For Newton, the world’s very existence and the mathematical regularity of the observed cosmos were evidence for God’s presence. This type of causal reasoning was first used by the theologian Thomas Aquinas (ca. 1225–1274), and the arguments fall under the general philosophical labels of a cosmological argument and a teleological argument. Put simply, the cosmological argument claims that since the physical world had to come into existence somehow, there must be a First Cause, namely, a creator God. The teleological argument, or argument from design, attempts to furnish evidence for God’s existence from the apparent design of the world. Here are Newton’s thoughts, as expressed in Principia: “This most beautiful system of the sun, planets and comets, could only proceed from the counsel and dominion of an intelligent and powerful Being. And if the fixed stars are the centers of other like systems, these, being formed by the like wise counsel, must be all subject to the dominion of One.” The validity of the cosmological, teleological, and similar arguments as proof for God’s existence has been the subject of debate among philosophers for centuries. My personal impression has always been that theists don’t need these arguments to be convinced, and atheists are not persuaded by them.
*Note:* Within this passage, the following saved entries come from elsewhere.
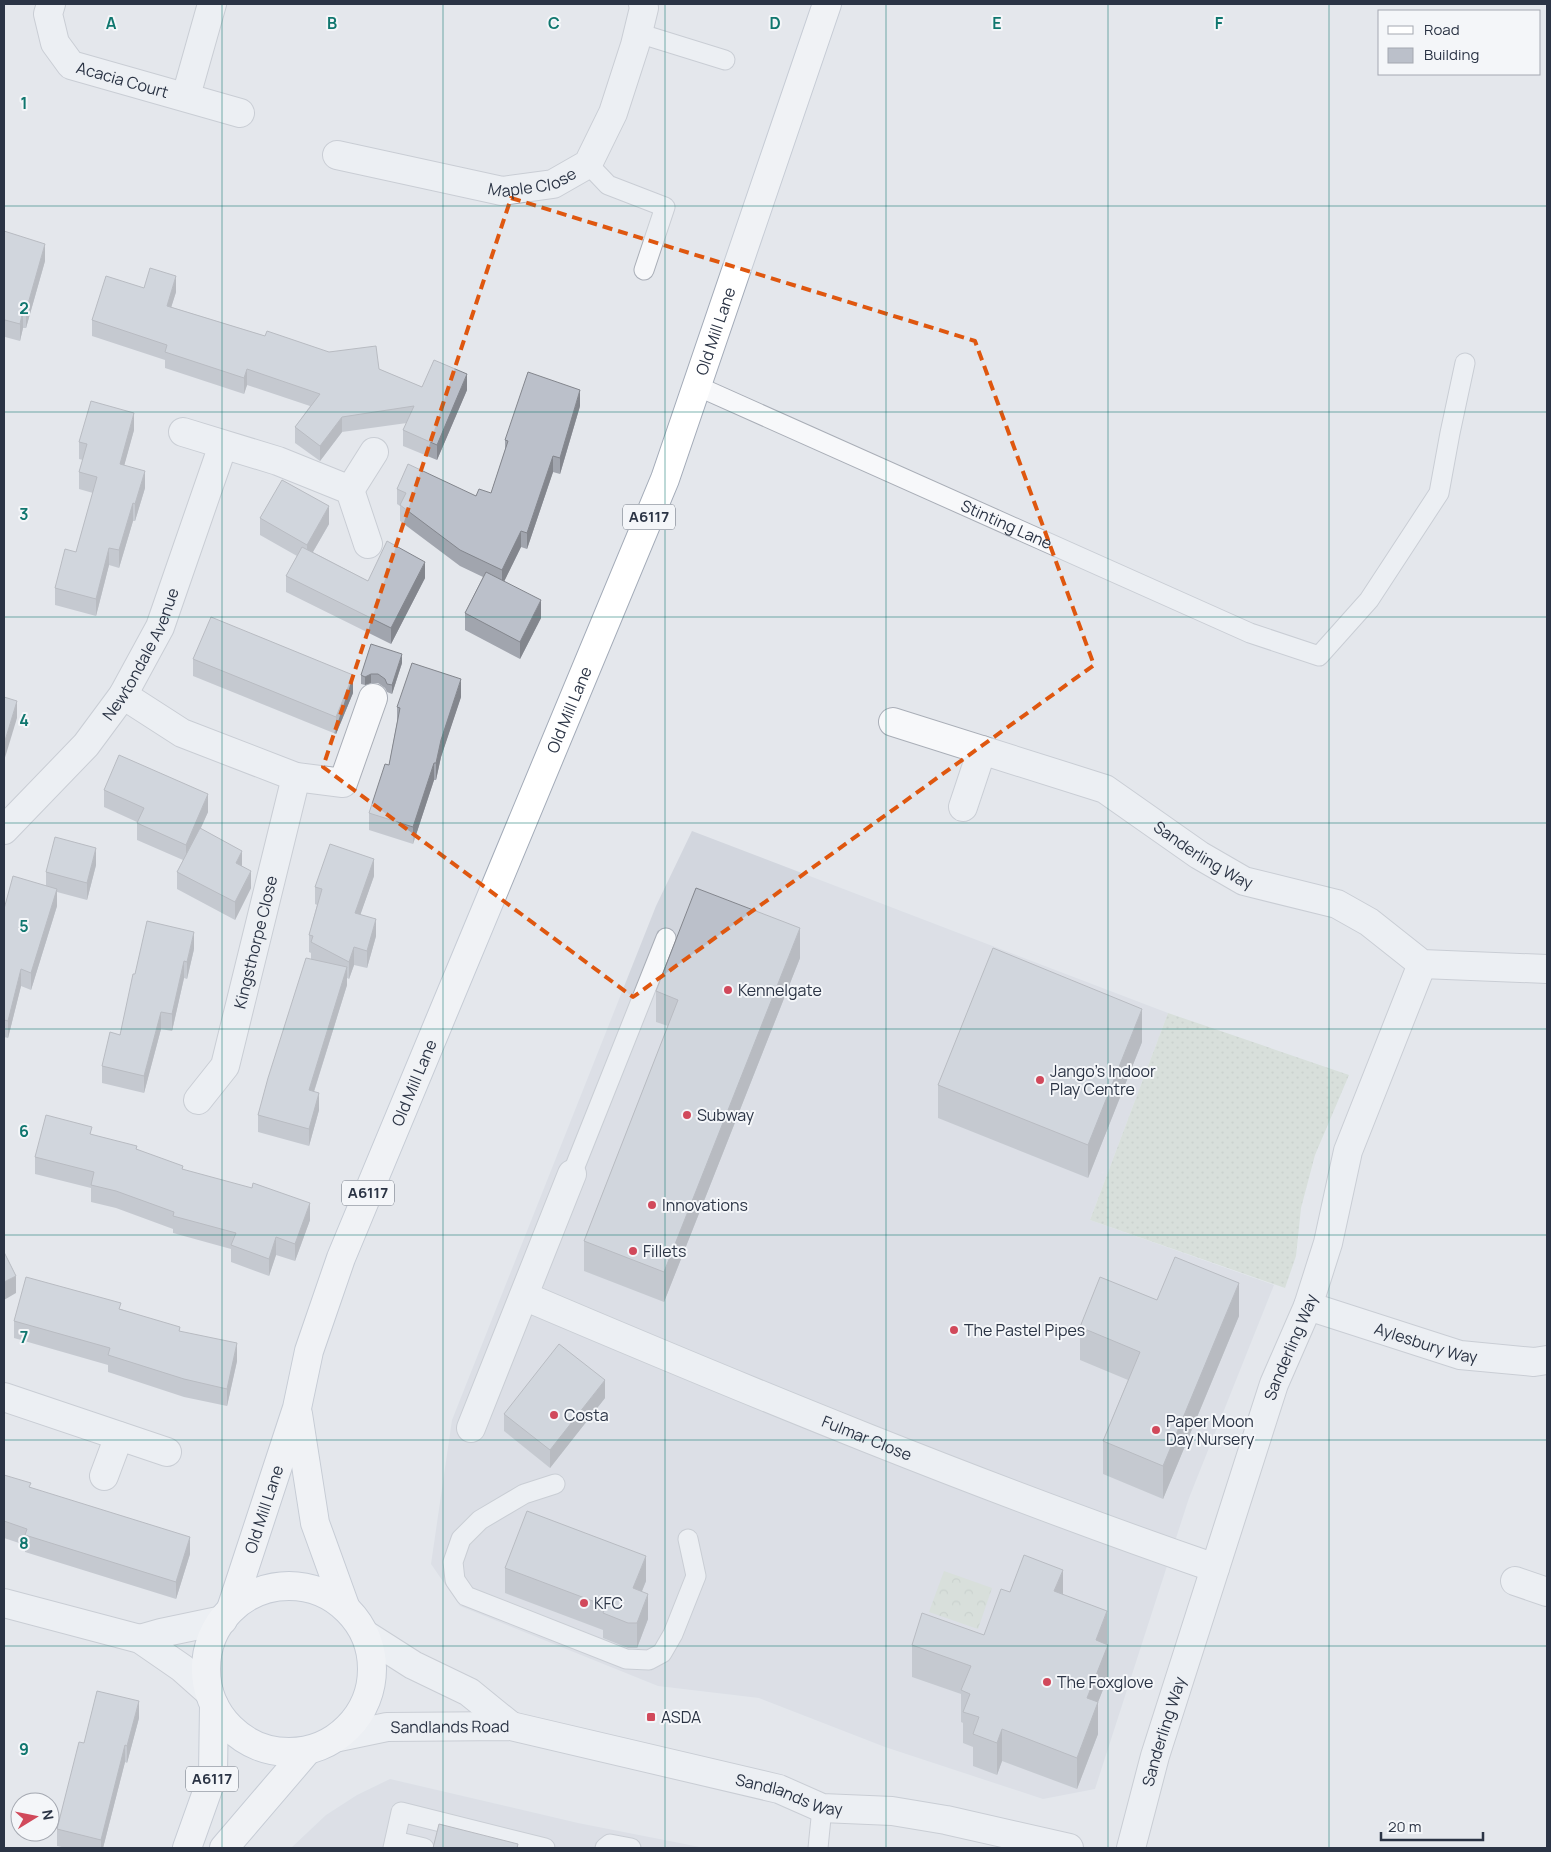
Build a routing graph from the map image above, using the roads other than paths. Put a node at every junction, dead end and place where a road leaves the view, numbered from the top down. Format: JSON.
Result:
{"nodes":[{"id":1,"x":50,"y":4,"type":"edge"},
{"id":2,"x":212,"y":4,"type":"edge"},
{"id":3,"x":643,"y":4,"type":"edge"},
{"id":4,"x":827,"y":4,"type":"edge"},
{"id":5,"x":638,"y":33,"type":"junction"},
{"id":6,"x":725,"y":60,"type":"dead end"},
{"id":7,"x":186,"y":96,"type":"junction"},
{"id":8,"x":240,"y":113,"type":"dead end"},
{"id":9,"x":337,"y":155,"type":"dead end"},
{"id":10,"x":588,"y":164,"type":"junction"},
{"id":11,"x":644,"y":270,"type":"dead end"},
{"id":12,"x":1465,"y":363,"type":"dead end"},
{"id":13,"x":697,"y":386,"type":"junction"},
{"id":14,"x":183,"y":432,"type":"dead end"},
{"id":15,"x":223,"y":444,"type":"junction"},
{"id":16,"x":374,"y":452,"type":"dead end"},
{"id":17,"x":350,"y":490,"type":"junction"},
{"id":18,"x":368,"y":544,"type":"dead end"},
{"id":19,"x":123,"y":695,"type":"junction"},
{"id":20,"x":373,"y":698,"type":"dead end"},
{"id":21,"x":893,"y":722,"type":"dead end"},
{"id":22,"x":982,"y":750,"type":"junction"},
{"id":23,"x":296,"y":777,"type":"junction"},
{"id":24,"x":963,"y":807,"type":"dead end"},
{"id":25,"x":4,"y":830,"type":"edge"},
{"id":26,"x":666,"y":938,"type":"dead end"},
{"id":27,"x":1422,"y":964,"type":"junction"},
{"id":28,"x":1547,"y":969,"type":"edge"},
{"id":29,"x":198,"y":1100,"type":"dead end"},
{"id":30,"x":572,"y":1174,"type":"joint"},
{"id":31,"x":524,"y":1296,"type":"junction"},
{"id":32,"x":1308,"y":1306,"type":"junction"},
{"id":33,"x":1547,"y":1360,"type":"edge"},
{"id":34,"x":4,"y":1397,"type":"edge"},
{"id":35,"x":297,"y":1408,"type":"junction"},
{"id":36,"x":471,"y":1428,"type":"dead end"},
{"id":37,"x":119,"y":1436,"type":"junction"},
{"id":38,"x":168,"y":1452,"type":"dead end"},
{"id":39,"x":104,"y":1476,"type":"dead end"},
{"id":40,"x":555,"y":1484,"type":"dead end"},
{"id":41,"x":688,"y":1539,"type":"dead end"},
{"id":42,"x":1215,"y":1568,"type":"junction"},
{"id":43,"x":1515,"y":1581,"type":"dead end"},
{"id":44,"x":1547,"y":1592,"type":"edge"},
{"id":45,"x":4,"y":1603,"type":"edge"},
{"id":46,"x":345,"y":1606,"type":"junction"},
{"id":47,"x":227,"y":1615,"type":"junction"},
{"id":48,"x":366,"y":1635,"type":"junction"},
{"id":49,"x":140,"y":1639,"type":"junction"},
{"id":50,"x":212,"y":1699,"type":"junction"},
{"id":51,"x":511,"y":1726,"type":"junction"},
{"id":52,"x":339,"y":1737,"type":"junction"},
{"id":53,"x":307,"y":1751,"type":"junction"},
{"id":54,"x":822,"y":1808,"type":"junction"},
{"id":55,"x":394,"y":1844,"type":"edge"},
{"id":56,"x":187,"y":1848,"type":"edge"},
{"id":57,"x":224,"y":1848,"type":"edge"},
{"id":58,"x":424,"y":1848,"type":"edge"},
{"id":59,"x":545,"y":1848,"type":"edge"},
{"id":60,"x":605,"y":1848,"type":"edge"},
{"id":61,"x":631,"y":1848,"type":"edge"},
{"id":62,"x":818,"y":1848,"type":"edge"},
{"id":63,"x":1070,"y":1848,"type":"edge"},
{"id":64,"x":1131,"y":1848,"type":"edge"}],
"edges":[{"from":1,"to":7,"type":"street","name":"Acacia Court"},
{"from":2,"to":7,"type":"street"},
{"from":3,"to":5,"type":"street","name":"Maple Close"},
{"from":4,"to":13,"type":"main road","name":"Old Mill Lane","number":"A6117"},
{"from":5,"to":6,"type":"lane"},
{"from":5,"to":10,"type":"street","name":"Maple Close"},
{"from":7,"to":8,"type":"street","name":"Acacia Court"},
{"from":9,"to":10,"type":"street","name":"Maple Close"},
{"from":10,"to":11,"type":"lane"},
{"from":12,"to":13,"type":"lane","name":"Stinting Lane"},
{"from":13,"to":35,"type":"main road","name":"Old Mill Lane","number":"A6117"},
{"from":14,"to":15,"type":"street"},
{"from":15,"to":17,"type":"street"},
{"from":15,"to":19,"type":"street","name":"Newtondale Avenue"},
{"from":16,"to":17,"type":"street"},
{"from":17,"to":18,"type":"street"},
{"from":19,"to":23,"type":"street"},
{"from":19,"to":25,"type":"street","name":"Newtondale Avenue"},
{"from":20,"to":23,"type":"street"},
{"from":21,"to":22,"type":"street","name":"Sanderling Way"},
{"from":22,"to":24,"type":"street"},
{"from":22,"to":27,"type":"street","name":"Sanderling Way"},
{"from":23,"to":29,"type":"street","name":"Kingsthorpe Close"},
{"from":26,"to":30,"type":"lane"},
{"from":27,"to":28,"type":"street"},
{"from":27,"to":32,"type":"street","name":"Sanderling Way"},
{"from":30,"to":31,"type":"street"},
{"from":31,"to":36,"type":"street"},
{"from":31,"to":42,"type":"street","name":"Fulmar Close"},
{"from":32,"to":33,"type":"street","name":"Aylesbury Way"},
{"from":32,"to":42,"type":"street","name":"Sanderling Way"},
{"from":34,"to":37,"type":"street"},
{"from":35,"to":46,"type":"main road","name":"Old Mill Lane","number":"A6117"},
{"from":35,"to":47,"type":"main road","name":"Old Mill Lane","number":"A6117"},
{"from":37,"to":38,"type":"street"},
{"from":37,"to":39,"type":"street"},
{"from":40,"to":41,"type":"lane"},
{"from":42,"to":64,"type":"street","name":"Sanderling Way"},
{"from":43,"to":44,"type":"street"},
{"from":45,"to":49,"type":"street"},
{"from":46,"to":47,"type":"main road","name":"Old Mill Lane","number":"A6117"},
{"from":46,"to":48,"type":"main road","name":"Old Mill Lane","number":"A6117"},
{"from":47,"to":49,"type":"street"},
{"from":47,"to":50,"type":"main road","name":"Old Mill Lane","number":"A6117"},
{"from":48,"to":51,"type":"street","name":"Sandlands Road"},
{"from":48,"to":52,"type":"main road","name":"Old Mill Lane","number":"A6117"},
{"from":49,"to":50,"type":"street"},
{"from":50,"to":53,"type":"main road","name":"Old Mill Lane","number":"A6117"},
{"from":50,"to":56,"type":"main road","name":"Old Mill Lane","number":"A6117"},
{"from":51,"to":52,"type":"street","name":"Sandlands Road"},
{"from":51,"to":54,"type":"street","name":"Sandlands Way"},
{"from":52,"to":53,"type":"main road","name":"Old Mill Lane","number":"A6117"},
{"from":53,"to":57,"type":"main road","name":"Old Mill Lane","number":"A6117"},
{"from":54,"to":62,"type":"lane"},
{"from":54,"to":63,"type":"street","name":"Sandlands Way"},
{"from":55,"to":58,"type":"lane"},
{"from":55,"to":59,"type":"lane"},
{"from":60,"to":61,"type":"lane"}]}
Newton added yet another twist, based on the universality of his laws. He regarded the fact that the entire cosmos is governed by the same laws and appears to be stable as further evidence for God’s guiding hand, “especially since the light of the fixed stars is of the same nature [emphasis added] with the light of the sun, and from every system light passes into all the other systems: and lest the systems of the fixed stars should, by their gravity, fall on each other mutually, he hath placed these systems at immense distances one from another.”

In his book Opticks, Newton made it clear that he did not believe that the laws of nature by themselves were sufficient to explain the universe’s existence—God was the creator and sustainer of all the atoms that make up the cosmic matter: “For it became him [God] who created them [the atoms] to set them in order. And if he did so, it’s unphilosophical to seek for any other Origin of the World, or to pretend that it might arise out of a Chaos by the mere Laws of Nature.” In other words, to Newton, God was a mathematician (among other things), not just as a figure of speech, but almost literally—the Creator God brought into existence a physical world that was governed by mathematical laws.

Being much more philosophically inclined than Newton, Descartes had been extremely preoccupied with proving God’s existence. To him, the road from the certainty in our own existence (“I am thinking, therefore I exist”) to our ability to construct a tapestry of objective science had to pass through an unassailable proof for the existence of a supremely perfect God. This God, he argued, was the ultimate source of all truth and the only guarantor of the reliability of human reasoning. This suspiciously circular argument (known as the Cartesian circle) was already criticized during Descartes’ time, especially by the French philosopher, theologian, and mathematician Antoine Arnauld (1612–94). Arnauld posed a question that was devastating in its simplicity: If we need to prove God’s existence in order to guarantee the validity of the human thought process, how can we trust the proof, which is in itself a product of the human mind? While Descartes did make some desperate attempts to escape from this vicious reasoning circle, many of the philosophers who followed him did not find his efforts particularly convincing. Descartes’ “supplemental proof” for the existence of God was equally questionable.